|
Zobacz poprzedni temat :: Zobacz następny temat |
Autor |
Wiadomość |
AnnaBogusiak
Goldeniarz
Dołączył: 16 Lis 2008
Posty: 128
Przeczytał: 0 tematów
Pomógł: 1 raz Ostrzeżeń: 0/5 Skąd: Łódź/Czarny Las Płeć: Kobieta
|
Wysłany: Pon 17:24, 16 Lis 2009 Temat postu: |
|
|
heh, czytam z zapartym tchem wasze posty:) My możemy dorzucić jedną podsłuchaną w warszawskim autobusie. Pewna Pani jechała z kilku tygodniowym glutem rasy Samojed. Mały biały kulek był na jej rękach. Kierowca autobusu zatrzymał się i wrzasnął do niej, żeby założyła mu kaganiec, bo może kogoś ugryźć i że jak tego nie zrobi to ma wysiąść :/ Pani na to odparła, że jedynie ona może go pogryźć i że to zrobi jeśli zaraz nie ruszy! I ruszył, cóż rozwścieczona pani bez kagańca to nie to tamto
Post został pochwalony 0 razy
|
|
Powrót do góry |
|
|
|
|
lussi
Ekspert
Dołączył: 12 Kwi 2009
Posty: 1163
Przeczytał: 0 tematów
Pomógł: 2 razy Ostrzeżeń: 0/5 Skąd: K-ce Płeć: Kobieta
|
Wysłany: Pon 20:42, 16 Lis 2009 Temat postu: |
|
|
hehe nieźle, nieźle
Post został pochwalony 0 razy
|
|
Powrót do góry |
|
|
Vigusiowa
Ekspert
Dołączył: 17 Lip 2008
Posty: 1651
Przeczytał: 0 tematów
Pomógł: 1 raz Ostrzeżeń: 0/5 Skąd: Sosnowiec Płeć: Kobieta
|
Wysłany: Pią 17:00, 20 Lis 2009 Temat postu: |
|
|
A Ja dorzucę coś co dziś mi się przytrafiło na spacerze z Vigiem a wręcz zirytowało..

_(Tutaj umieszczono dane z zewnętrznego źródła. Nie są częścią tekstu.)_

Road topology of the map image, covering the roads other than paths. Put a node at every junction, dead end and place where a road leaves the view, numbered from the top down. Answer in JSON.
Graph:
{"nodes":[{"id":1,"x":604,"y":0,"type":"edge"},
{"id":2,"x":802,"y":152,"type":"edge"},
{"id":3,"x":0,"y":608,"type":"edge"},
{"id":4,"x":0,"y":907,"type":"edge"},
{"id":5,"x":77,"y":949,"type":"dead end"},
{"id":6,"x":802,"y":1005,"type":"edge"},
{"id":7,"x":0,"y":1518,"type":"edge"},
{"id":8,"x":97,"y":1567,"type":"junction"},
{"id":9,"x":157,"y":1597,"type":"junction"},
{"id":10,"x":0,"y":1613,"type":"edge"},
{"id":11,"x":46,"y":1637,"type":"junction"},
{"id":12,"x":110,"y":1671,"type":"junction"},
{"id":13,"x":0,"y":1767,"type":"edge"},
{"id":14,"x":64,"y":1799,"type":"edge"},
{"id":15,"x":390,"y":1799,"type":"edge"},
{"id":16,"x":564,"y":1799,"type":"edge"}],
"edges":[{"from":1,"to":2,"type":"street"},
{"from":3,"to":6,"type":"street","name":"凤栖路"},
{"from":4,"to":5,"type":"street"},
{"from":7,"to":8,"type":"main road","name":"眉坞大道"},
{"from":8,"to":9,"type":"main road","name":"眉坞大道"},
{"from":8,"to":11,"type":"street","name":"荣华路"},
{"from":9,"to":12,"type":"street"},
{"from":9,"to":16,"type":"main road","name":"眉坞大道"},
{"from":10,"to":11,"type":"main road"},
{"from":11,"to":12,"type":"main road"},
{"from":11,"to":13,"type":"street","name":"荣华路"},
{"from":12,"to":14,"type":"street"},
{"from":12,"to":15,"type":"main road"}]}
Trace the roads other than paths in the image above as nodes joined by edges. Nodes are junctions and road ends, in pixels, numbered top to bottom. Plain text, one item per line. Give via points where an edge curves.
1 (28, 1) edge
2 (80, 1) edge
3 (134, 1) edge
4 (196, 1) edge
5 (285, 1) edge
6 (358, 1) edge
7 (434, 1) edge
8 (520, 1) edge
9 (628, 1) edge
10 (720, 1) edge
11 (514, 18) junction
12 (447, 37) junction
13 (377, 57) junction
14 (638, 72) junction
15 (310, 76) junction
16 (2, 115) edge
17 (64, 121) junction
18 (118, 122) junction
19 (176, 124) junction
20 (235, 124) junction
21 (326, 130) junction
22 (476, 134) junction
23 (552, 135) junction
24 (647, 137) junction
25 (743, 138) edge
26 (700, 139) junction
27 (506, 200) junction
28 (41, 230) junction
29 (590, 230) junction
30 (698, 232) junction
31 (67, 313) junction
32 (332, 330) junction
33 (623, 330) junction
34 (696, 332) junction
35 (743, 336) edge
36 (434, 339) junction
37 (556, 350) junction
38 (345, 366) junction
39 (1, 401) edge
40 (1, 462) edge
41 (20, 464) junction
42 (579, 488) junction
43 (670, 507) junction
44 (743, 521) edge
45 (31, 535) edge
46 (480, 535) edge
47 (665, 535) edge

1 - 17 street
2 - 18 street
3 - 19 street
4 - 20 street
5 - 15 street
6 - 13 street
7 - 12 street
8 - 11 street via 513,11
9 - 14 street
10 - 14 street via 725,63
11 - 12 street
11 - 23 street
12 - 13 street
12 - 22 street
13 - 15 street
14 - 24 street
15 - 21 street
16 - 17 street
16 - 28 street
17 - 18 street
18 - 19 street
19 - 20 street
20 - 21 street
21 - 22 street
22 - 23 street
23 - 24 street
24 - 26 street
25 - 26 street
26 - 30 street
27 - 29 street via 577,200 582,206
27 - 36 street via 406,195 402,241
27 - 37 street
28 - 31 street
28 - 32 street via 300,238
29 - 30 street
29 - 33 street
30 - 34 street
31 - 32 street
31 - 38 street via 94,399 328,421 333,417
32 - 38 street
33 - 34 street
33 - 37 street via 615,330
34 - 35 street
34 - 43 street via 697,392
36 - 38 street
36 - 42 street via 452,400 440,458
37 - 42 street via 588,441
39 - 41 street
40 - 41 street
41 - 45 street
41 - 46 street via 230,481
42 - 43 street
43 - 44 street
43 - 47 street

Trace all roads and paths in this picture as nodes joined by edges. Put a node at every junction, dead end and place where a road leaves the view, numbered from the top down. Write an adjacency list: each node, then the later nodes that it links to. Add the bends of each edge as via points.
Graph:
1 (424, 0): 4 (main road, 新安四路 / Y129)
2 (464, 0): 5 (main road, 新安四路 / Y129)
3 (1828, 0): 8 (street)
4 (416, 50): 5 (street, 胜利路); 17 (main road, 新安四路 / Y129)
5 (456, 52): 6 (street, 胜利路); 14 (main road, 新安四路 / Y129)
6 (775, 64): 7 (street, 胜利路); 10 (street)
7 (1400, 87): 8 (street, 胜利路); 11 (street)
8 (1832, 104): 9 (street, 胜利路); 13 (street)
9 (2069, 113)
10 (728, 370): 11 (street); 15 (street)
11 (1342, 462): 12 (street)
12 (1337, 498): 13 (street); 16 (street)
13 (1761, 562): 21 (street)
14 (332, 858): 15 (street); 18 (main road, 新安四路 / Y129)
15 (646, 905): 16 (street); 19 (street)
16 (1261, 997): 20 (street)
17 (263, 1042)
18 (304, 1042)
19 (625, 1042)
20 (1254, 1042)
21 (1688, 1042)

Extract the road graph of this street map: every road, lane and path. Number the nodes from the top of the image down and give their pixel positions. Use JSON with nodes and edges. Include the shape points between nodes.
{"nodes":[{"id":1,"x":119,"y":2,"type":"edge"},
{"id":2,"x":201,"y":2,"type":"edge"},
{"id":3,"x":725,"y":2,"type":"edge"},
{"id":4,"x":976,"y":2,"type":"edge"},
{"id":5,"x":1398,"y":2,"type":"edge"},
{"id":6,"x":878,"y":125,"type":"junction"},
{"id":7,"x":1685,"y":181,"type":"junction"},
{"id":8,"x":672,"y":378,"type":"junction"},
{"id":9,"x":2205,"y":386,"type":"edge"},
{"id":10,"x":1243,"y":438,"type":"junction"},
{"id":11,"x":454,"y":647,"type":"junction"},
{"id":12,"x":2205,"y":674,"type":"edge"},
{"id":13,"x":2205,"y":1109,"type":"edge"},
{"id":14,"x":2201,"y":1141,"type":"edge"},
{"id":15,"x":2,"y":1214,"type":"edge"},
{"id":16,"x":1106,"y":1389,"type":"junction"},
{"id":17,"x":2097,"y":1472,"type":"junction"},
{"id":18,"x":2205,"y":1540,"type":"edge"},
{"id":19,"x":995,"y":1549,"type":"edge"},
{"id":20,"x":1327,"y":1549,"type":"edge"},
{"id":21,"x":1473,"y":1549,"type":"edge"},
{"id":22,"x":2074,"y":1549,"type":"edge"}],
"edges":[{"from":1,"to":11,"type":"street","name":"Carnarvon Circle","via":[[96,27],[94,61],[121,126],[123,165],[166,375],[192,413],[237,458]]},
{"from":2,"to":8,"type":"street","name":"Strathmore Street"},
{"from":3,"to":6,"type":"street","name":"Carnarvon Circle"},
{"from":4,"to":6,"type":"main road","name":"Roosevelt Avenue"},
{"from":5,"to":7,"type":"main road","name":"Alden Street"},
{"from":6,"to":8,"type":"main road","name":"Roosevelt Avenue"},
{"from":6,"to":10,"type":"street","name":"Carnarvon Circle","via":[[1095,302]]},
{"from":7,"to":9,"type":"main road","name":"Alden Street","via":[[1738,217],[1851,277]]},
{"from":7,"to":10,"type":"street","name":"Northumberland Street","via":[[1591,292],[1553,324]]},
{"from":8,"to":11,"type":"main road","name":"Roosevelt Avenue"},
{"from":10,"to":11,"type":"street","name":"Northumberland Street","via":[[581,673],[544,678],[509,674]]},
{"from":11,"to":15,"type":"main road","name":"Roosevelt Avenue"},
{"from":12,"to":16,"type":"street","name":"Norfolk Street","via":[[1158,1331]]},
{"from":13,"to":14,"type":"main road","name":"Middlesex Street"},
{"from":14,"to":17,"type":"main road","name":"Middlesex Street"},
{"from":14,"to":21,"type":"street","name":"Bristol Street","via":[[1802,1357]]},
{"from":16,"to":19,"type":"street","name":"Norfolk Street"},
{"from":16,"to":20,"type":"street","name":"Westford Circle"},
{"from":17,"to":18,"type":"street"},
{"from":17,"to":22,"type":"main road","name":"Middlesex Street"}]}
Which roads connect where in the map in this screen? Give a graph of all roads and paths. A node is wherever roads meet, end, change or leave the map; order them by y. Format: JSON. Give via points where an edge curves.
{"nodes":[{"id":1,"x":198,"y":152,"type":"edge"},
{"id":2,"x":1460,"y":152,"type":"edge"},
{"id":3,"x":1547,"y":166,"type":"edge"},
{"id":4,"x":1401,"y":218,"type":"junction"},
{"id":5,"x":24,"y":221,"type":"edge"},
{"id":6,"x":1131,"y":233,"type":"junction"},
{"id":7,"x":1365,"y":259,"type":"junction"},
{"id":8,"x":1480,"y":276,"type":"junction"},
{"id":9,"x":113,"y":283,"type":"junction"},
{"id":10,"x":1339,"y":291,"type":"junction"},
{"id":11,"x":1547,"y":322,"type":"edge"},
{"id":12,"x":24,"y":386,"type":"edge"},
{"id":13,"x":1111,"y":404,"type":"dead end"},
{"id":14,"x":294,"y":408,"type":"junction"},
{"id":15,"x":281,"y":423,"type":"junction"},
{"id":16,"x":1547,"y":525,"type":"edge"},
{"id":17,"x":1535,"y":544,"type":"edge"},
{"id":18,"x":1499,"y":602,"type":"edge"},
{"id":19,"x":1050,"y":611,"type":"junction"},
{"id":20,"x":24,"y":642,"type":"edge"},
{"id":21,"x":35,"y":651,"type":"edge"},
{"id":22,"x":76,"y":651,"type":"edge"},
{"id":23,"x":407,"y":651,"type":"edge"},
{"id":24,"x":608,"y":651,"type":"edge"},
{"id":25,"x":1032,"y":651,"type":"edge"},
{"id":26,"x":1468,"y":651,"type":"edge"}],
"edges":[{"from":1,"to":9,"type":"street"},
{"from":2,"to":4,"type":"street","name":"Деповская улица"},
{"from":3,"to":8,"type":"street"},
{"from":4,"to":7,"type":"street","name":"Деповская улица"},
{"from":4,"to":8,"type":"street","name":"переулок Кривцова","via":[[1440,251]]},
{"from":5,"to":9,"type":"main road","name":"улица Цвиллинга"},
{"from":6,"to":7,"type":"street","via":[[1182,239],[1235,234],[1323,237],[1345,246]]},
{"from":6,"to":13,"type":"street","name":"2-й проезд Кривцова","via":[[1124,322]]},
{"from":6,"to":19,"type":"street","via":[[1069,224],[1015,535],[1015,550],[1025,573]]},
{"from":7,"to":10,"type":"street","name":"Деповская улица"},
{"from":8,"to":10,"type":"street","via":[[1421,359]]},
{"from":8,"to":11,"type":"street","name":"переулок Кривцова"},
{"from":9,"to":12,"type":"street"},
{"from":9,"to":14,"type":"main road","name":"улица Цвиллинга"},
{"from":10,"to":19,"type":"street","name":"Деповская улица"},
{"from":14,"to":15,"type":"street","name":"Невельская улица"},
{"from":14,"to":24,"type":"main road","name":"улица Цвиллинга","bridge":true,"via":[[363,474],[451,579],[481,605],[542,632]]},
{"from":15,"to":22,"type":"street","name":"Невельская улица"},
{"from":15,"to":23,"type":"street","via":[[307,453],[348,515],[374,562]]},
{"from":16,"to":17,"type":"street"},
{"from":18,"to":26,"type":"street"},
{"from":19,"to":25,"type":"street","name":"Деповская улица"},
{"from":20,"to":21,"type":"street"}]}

U Nas na osiedlu ( i napewno nie tylko u Nas ) są ludzie i parapety, że już się tak wyrażę.
Jedni pilnują psy - chodzi mi o te bardziej agresywne - a drudzy mają to głęboko w czterech literach. Nie dotyczyło to w sumie "dziwnego komenatrza" ale tak się wkurzyłam, że muszę to napisać.
A więc...Będąc z Vigiem dziś w parku na spacerze zauważyłam z daleka kobiecinę z jakimś dziwnym psem więc zapięłam Viga na smycz i idziemy.
Przecięliśmy drogę tej Pani i temu "miłemu pieskowi" i kierowaliśmy się do domu - a tu ni z gruszki ni z pietruszki ten pies podbiega do mnie i zaczyna tak drżeć pyziora, że zdębiałam a Vigo stanął jak wryty, najeżył się i stoi.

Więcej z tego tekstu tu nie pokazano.